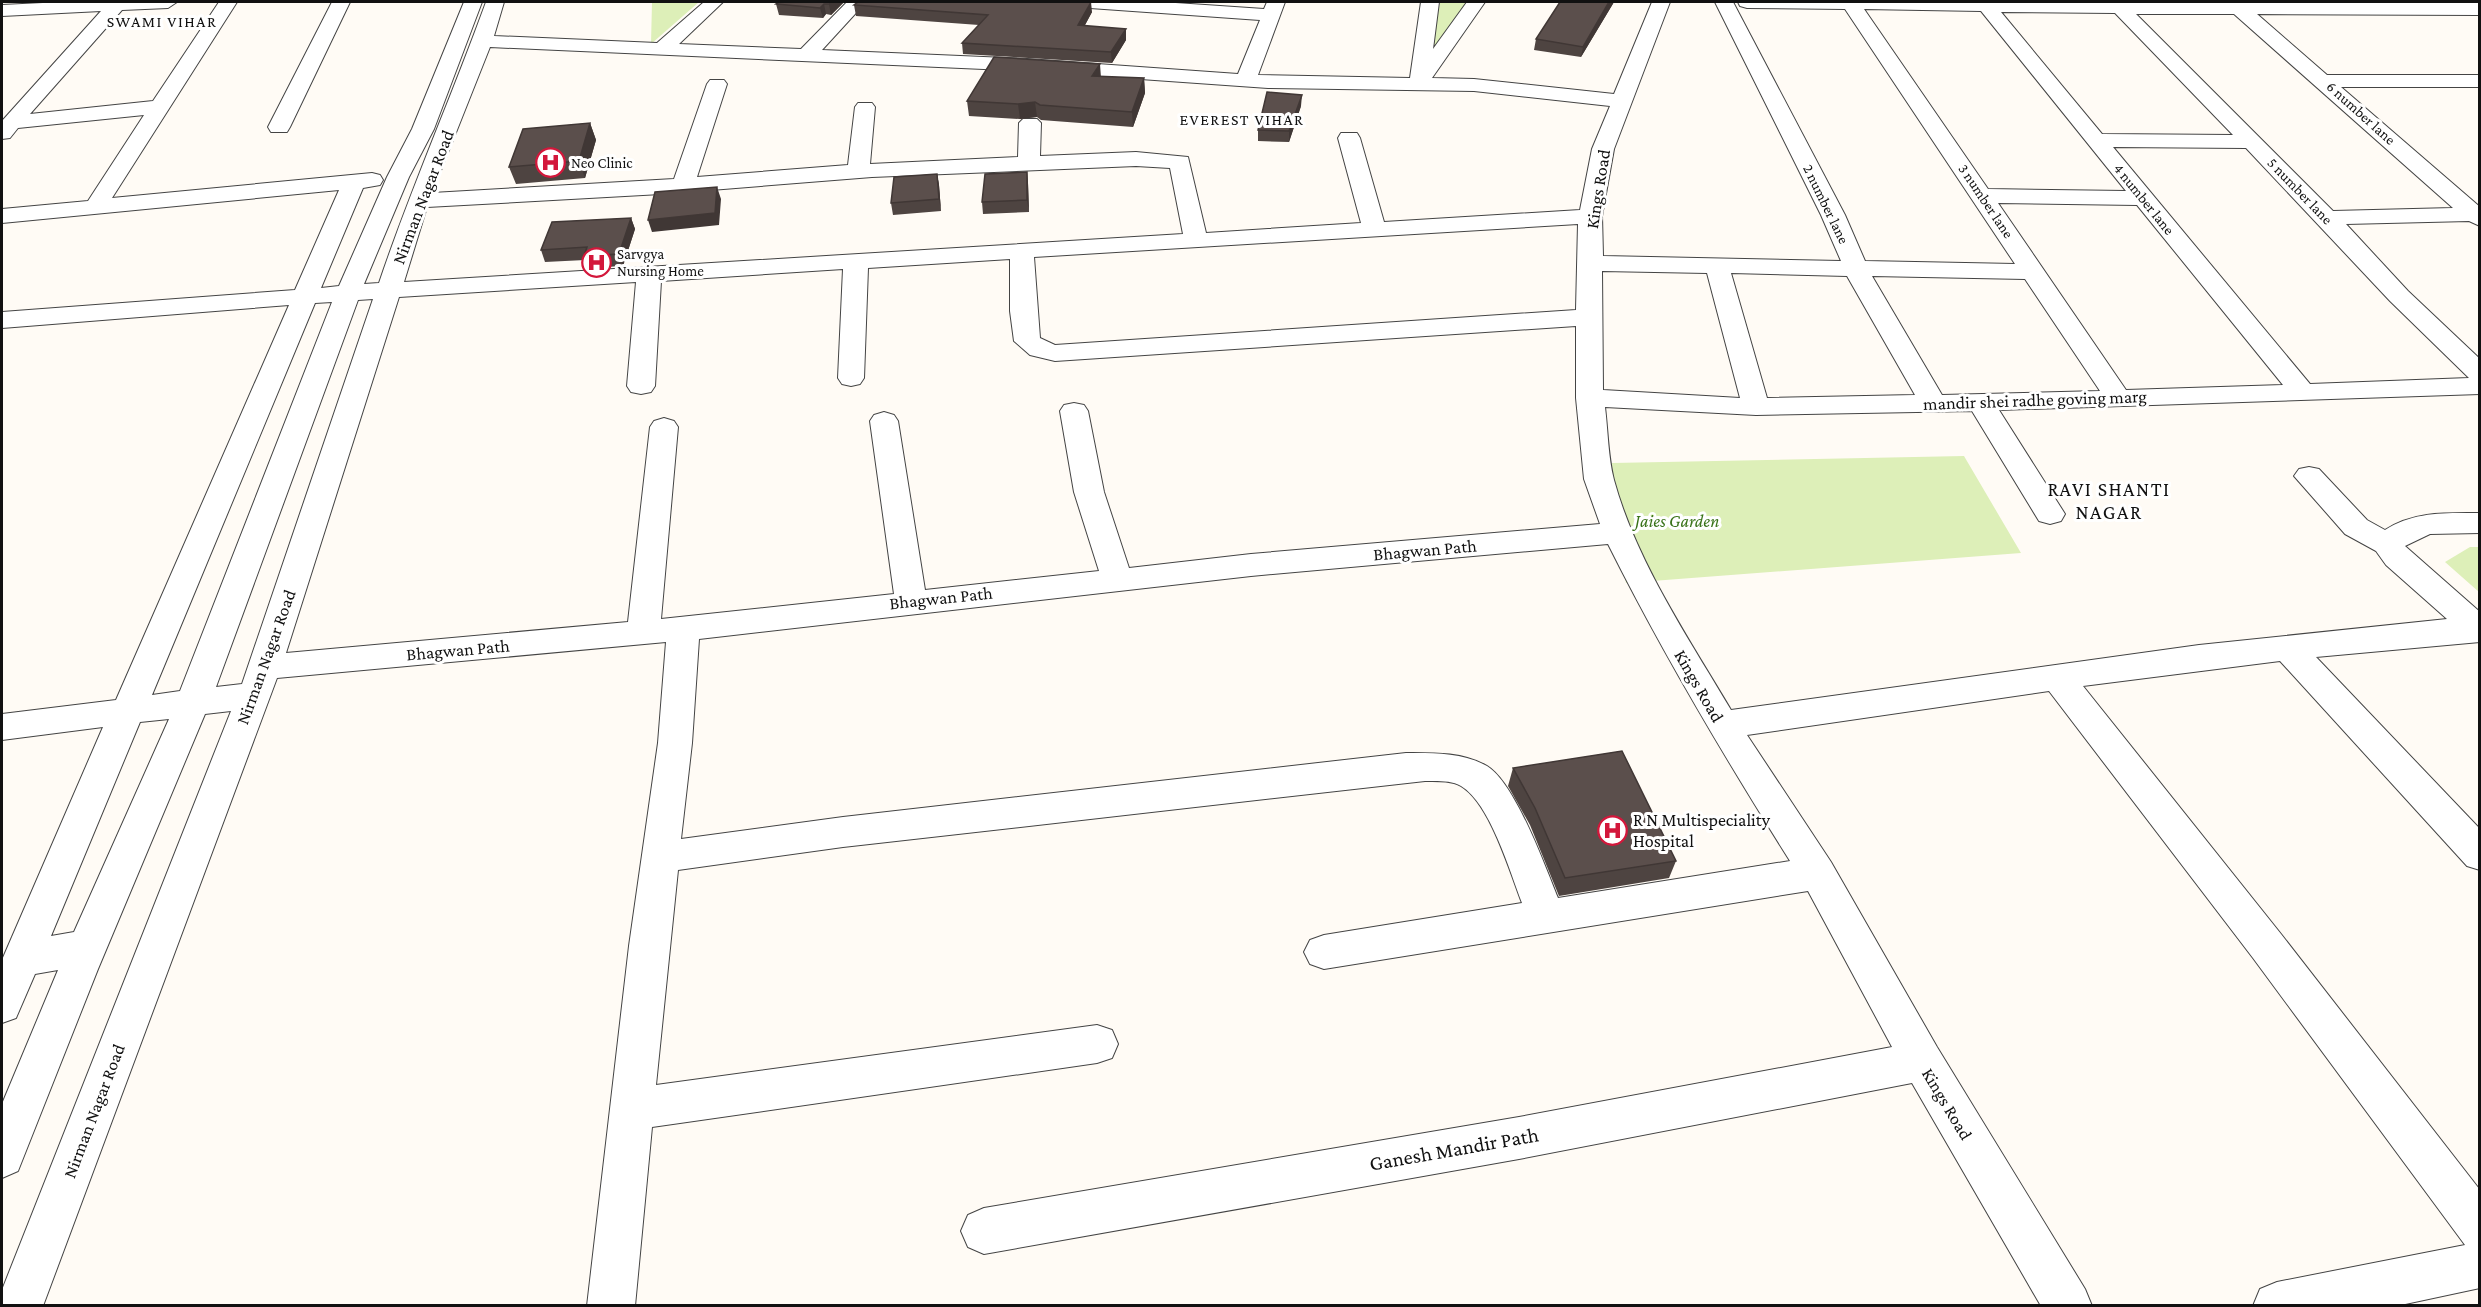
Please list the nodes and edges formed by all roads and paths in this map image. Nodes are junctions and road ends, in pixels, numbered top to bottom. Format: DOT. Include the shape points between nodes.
graph roads {
  1 [pos="155,2"];
  2 [pos="228,2"];
  3 [pos="341,2"];
  4 [pos="473,2"];
  5 [pos="495,2"];
  6 [pos="714,2"];
  7 [pos="857,2"];
  8 [pos="1090,2"];
  9 [pos="1116,2"];
  10 [pos="1430,2"];
  11 [pos="1476,2"];
  12 [pos="1661,2"];
  13 [pos="1724,2"];
  14 [pos="1747,2"];
  15 [pos="117,4"];
  16 [pos="1914,4"];
  17 [pos="2053,4"];
  18 [pos="1852,5"];
  19 [pos="2180,5"];
  20 [pos="1988,7"];
  21 [pos="1273,8"];
  22 [pos="2120,8"];
  23 [pos="2240,9"];
  24 [pos="2480,9"];
  25 [pos="2,10"];
  26 [pos="483,41"];
  27 [pos="662,50"];
  28 [pos="805,56"];
  29 [pos="1246,80"];
  30 [pos="2326,81"];
  31 [pos="2480,81"];
  32 [pos="717,84"];
  33 [pos="1417,84"];
  34 [pos="2480,87"];
  35 [pos="2480,96"];
  36 [pos="1622,101"];
  37 [pos="159,107"];
  38 [pos="865,107"];
  39 [pos="1030,123"];
  40 [pos="7,128"];
  41 [pos="279,128"];
  42 [pos="1349,138"];
  43 [pos="2096,140"];
  44 [pos="2252,142"];
  45 [pos="1029,162"];
  46 [pos="858,171"];
  47 [pos="354,182"];
  48 [pos="416,184"];
  49 [pos="683,185"];
  50 [pos="1982,196"];
  51 [pos="2143,198"];
  52 [pos="95,207"];
  53 [pos="2,216"];
  54 [pos="1590,216"];
  55 [pos="2476,217"];
  56 [pos="2327,218"];
  57 [pos="1375,230"];
  58 [pos="1196,240"];
  59 [pos="1022,251"];
  60 [pos="856,262"];
  61 [pos="1591,263"];
  62 [pos="1718,265"];
  63 [pos="1855,266"];
  64 [pos="2034,272"];
  65 [pos="649,274"];
  66 [pos="389,290"];
  67 [pos="348,294"];
  68 [pos="303,297"];
  69 [pos="1589,317"];
  70 [pos="2,320"];
  71 [pos="324,354"];
  72 [pos="276,360"];
  73 [pos="2480,374"];
  74 [pos="851,378"];
  75 [pos="641,386"];
  76 [pos="2480,386"];
  77 [pos="2302,391"];
  78 [pos="1590,398"];
  79 [pos="2118,398"];
  80 [pos="307,399"];
  81 [pos="1980,402"];
  82 [pos="1933,403"];
  83 [pos="257,405"];
  84 [pos="1756,407"];
  85 [pos="1074,411"];
  86 [pos="884,421"];
  87 [pos="664,427"];
  88 [pos="2309,476"];
  89 [pos="2050,514"];
  90 [pos="2480,523"];
  91 [pos="1618,533"];
  92 [pos="2387,544"];
  93 [pos="1118,579"];
  94 [pos="910,601"];
  95 [pos="683,629"];
  96 [pos="2478,629"];
  97 [pos="644,633"];
  98 [pos="2288,648"];
  99 [pos="2058,678"];
  100 [pos="260,681"];
  101 [pos="193,702"];
  102 [pos="127,711"];
  103 [pos="1722,725"];
  104 [pos="2,727"];
  105 [pos="2480,855"];
  106 [pos="660,857"];
  107 [pos="1818,873"];
  108 [pos="1548,917"];
  109 [pos="88,947"];
  110 [pos="1324,952"];
  111 [pos="21,958"];
  112 [pos="2,1005"];
  113 [pos="1096,1044"];
  114 [pos="1922,1061"];
  115 [pos="631,1109"];
  116 [pos="11,1112"];
  117 [pos="2,1156"];
  118 [pos="2480,1228"];
  119 [pos="984,1231"];
  120 [pos="2480,1265"];
  121 [pos="19,1305"];
  122 [pos="611,1305"];
  123 [pos="2068,1305"];
  124 [pos="2277,1305"];
  1 -- 15 [label="street"];
  2 -- 37 [label="street"];
  3 -- 41 [label="street"];
  4 -- 48 [label="street, Nirman Nagar Road" via="423,129"];
  5 -- 26 [label="street, Nirman Nagar Road"];
  6 -- 27 [label="street"];
  7 -- 28 [label="street"];
  8 -- 9 [label="street"];
  9 -- 21 [label="street"];
  10 -- 33 [label="street"];
  11 -- 33 [label="street"];
  12 -- 36 [label="street, Kings Road"];
  13 -- 63 [label="street, 2 number lane"];
  14 -- 18 [label="street"];
  15 -- 25 [label="street"];
  15 -- 40 [label="street"];
  16 -- 18 [label="street"];
  16 -- 20 [label="street"];
  17 -- 20 [label="street"];
  17 -- 22 [label="street"];
  18 -- 50 [label="street, 3 number lane"];
  19 -- 22 [label="street"];
  19 -- 23 [label="street"];
  20 -- 43 [label="street, 4 number lane"];
  21 -- 29 [label="street"];
  22 -- 44 [label="street, 5 number lane"];
  23 -- 24 [label="street"];
  23 -- 30 [label="street, 6 number lane"];
  26 -- 27 [label="street"];
  26 -- 48 [label="street, Nirman Nagar Road"];
  27 -- 28 [label="street"];
  28 -- 29 [label="street" via="1027,65"];
  29 -- 33 [label="street"];
  30 -- 31 [label="street"];
  30 -- 55 [label="street, 6 number lane"];
  32 -- 49 [label="street"];
  33 -- 36 [label="street"];
  34 -- 35 [label="street" via="2475,92"];
  36 -- 54 [label="street, Kings Road" via="1603,149"];
  37 -- 40 [label="street"];
  37 -- 52 [label="street"];
  38 -- 46 [label="street"];
  39 -- 45 [label="street"];
  42 -- 57 [label="street"];
  43 -- 44 [label="street"];
  43 -- 51 [label="street, 4 number lane"];
  44 -- 56 [label="street, 5 number lane"];
  45 -- 46 [label="street"];
  45 -- 58 [label="street" via="1137,159 1170,152 1180,162"];
  46 -- 49 [label="street"];
  47 -- 48 [label="street"];
  47 -- 52 [label="street"];
  47 -- 68 [label="street"];
  48 -- 49 [label="street"];
  48 -- 66 [label="street, Nirman Nagar Road"];
  48 -- 67 [label="street, Nirman Nagar Road"];
  50 -- 51 [label="street"];
  50 -- 64 [label="street, 3 number lane"];
  51 -- 77 [label="street, 4 number lane"];
  52 -- 53 [label="street"];
  54 -- 57 [label="street"];
  54 -- 61 [label="street, Kings Road"];
  55 -- 56 [label="street"];
  56 -- 73 [label="street, 5 number lane" via="2399,296"];
  57 -- 58 [label="street"];
  58 -- 59 [label="street"];
  59 -- 60 [label="street"];
  59 -- 69 [label="street" via="1023,311 1028,340 1039,350 1055,353"];
  60 -- 65 [label="street"];
  60 -- 74 [label="street"];
  61 -- 62 [label="street"];
  61 -- 69 [label="street, Kings Road" via="1587,289"];
  62 -- 63 [label="street"];
  62 -- 84 [label="street"];
  63 -- 64 [label="street"];
  63 -- 82 [label="street, 2 number lane"];
  64 -- 79 [label="street, 3 number lane"];
  65 -- 66 [label="street"];
  65 -- 75 [label="street"];
  66 -- 67 [label="street"];
  66 -- 100 [label="street, Nirman Nagar Road"];
  67 -- 68 [label="street"];
  67 -- 71 [label="street, Nirman Nagar Road"];
  68 -- 70 [label="street"];
  68 -- 72 [label="street"];
  69 -- 78 [label="street, Kings Road"];
  71 -- 72 [label="street"];
  71 -- 80 [label="street, Nirman Nagar Road"];
  72 -- 83 [label="street"];
  76 -- 77 [label="street, mandir shei radhe goving marg"];
  77 -- 79 [label="street, mandir shei radhe goving marg"];
  78 -- 84 [label="street, mandir shei radhe goving marg"];
  78 -- 91 [label="street, Kings Road" via="1599,480"];
  79 -- 81 [label="street, mandir shei radhe goving marg"];
  80 -- 83 [label="street"];
  80 -- 101 [label="street, Nirman Nagar Road"];
  81 -- 82 [label="street, mandir shei radhe goving marg"];
  81 -- 89 [label="street"];
  82 -- 84 [label="street, mandir shei radhe goving marg"];
  83 -- 102 [label="street"];
  85 -- 93 [label="street" via="1089,492"];
  86 -- 94 [label="street"];
  87 -- 97 [label="street"];
  88 -- 92 [label="street" via="2356,527"];
  90 -- 92 [label="street" via="2418,525 2403,530"];
  91 -- 93 [label="street, Bhagwan Path"];
  91 -- 103 [label="street, Kings Road"];
  92 -- 96 [label="street" via="2397,558"];
  93 -- 94 [label="street, Bhagwan Path"];
  94 -- 95 [label="street, Bhagwan Path"];
  95 -- 97 [label="street, Bhagwan Path"];
  95 -- 106 [label="street" via="675,743"];
  96 -- 98 [label="street"];
  97 -- 100 [label="street, Bhagwan Path"];
  98 -- 99 [label="street"];
  98 -- 105 [label="street"];
  99 -- 103 [label="street"];
  99 -- 118 [label="street"];
  100 -- 101 [label="street, Bhagwan Path"];
  100 -- 121 [label="street, Nirman Nagar Road"];
  101 -- 102 [label="street, Bhagwan Path"];
  101 -- 109 [label="street, Nirman Nagar Road"];
  102 -- 104 [label="street, Bhagwan Path"];
  102 -- 111 [label="street"];
  103 -- 107 [label="street, Kings Road"];
  106 -- 108 [label="street" via="1406,766 1449,768 1480,781 1499,807"];
  106 -- 115 [label="street"];
  107 -- 108 [label="street"];
  107 -- 114 [label="street, Kings Road"];
  108 -- 110 [label="street"];
  109 -- 111 [label="street"];
  109 -- 116 [label="street, Nirman Nagar Road"];
  111 -- 112 [label="street"];
  113 -- 115 [label="street"];
  114 -- 119 [label="street, Ganesh Mandir Path" via="1508,1140"];
  114 -- 123 [label="street, Kings Road"];
  115 -- 122 [label="street"];
  116 -- 117 [label="street, Nirman Nagar Road"];
  120 -- 124 [label="street"];
}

****************************************

### [What you need to do]
Where a line of the records above holds the word "goving", copy that line.

### [Exercise result]
  76 -- 77 [label="street, mandir shei radhe goving marg"];
  77 -- 79 [label="street, mandir shei radhe goving marg"];
  78 -- 84 [label="street, mandir shei radhe goving marg"];
  79 -- 81 [label="street, mandir shei radhe goving marg"];
  81 -- 82 [label="street, mandir shei radhe goving marg"];
  82 -- 84 [label="street, mandir shei radhe goving marg"];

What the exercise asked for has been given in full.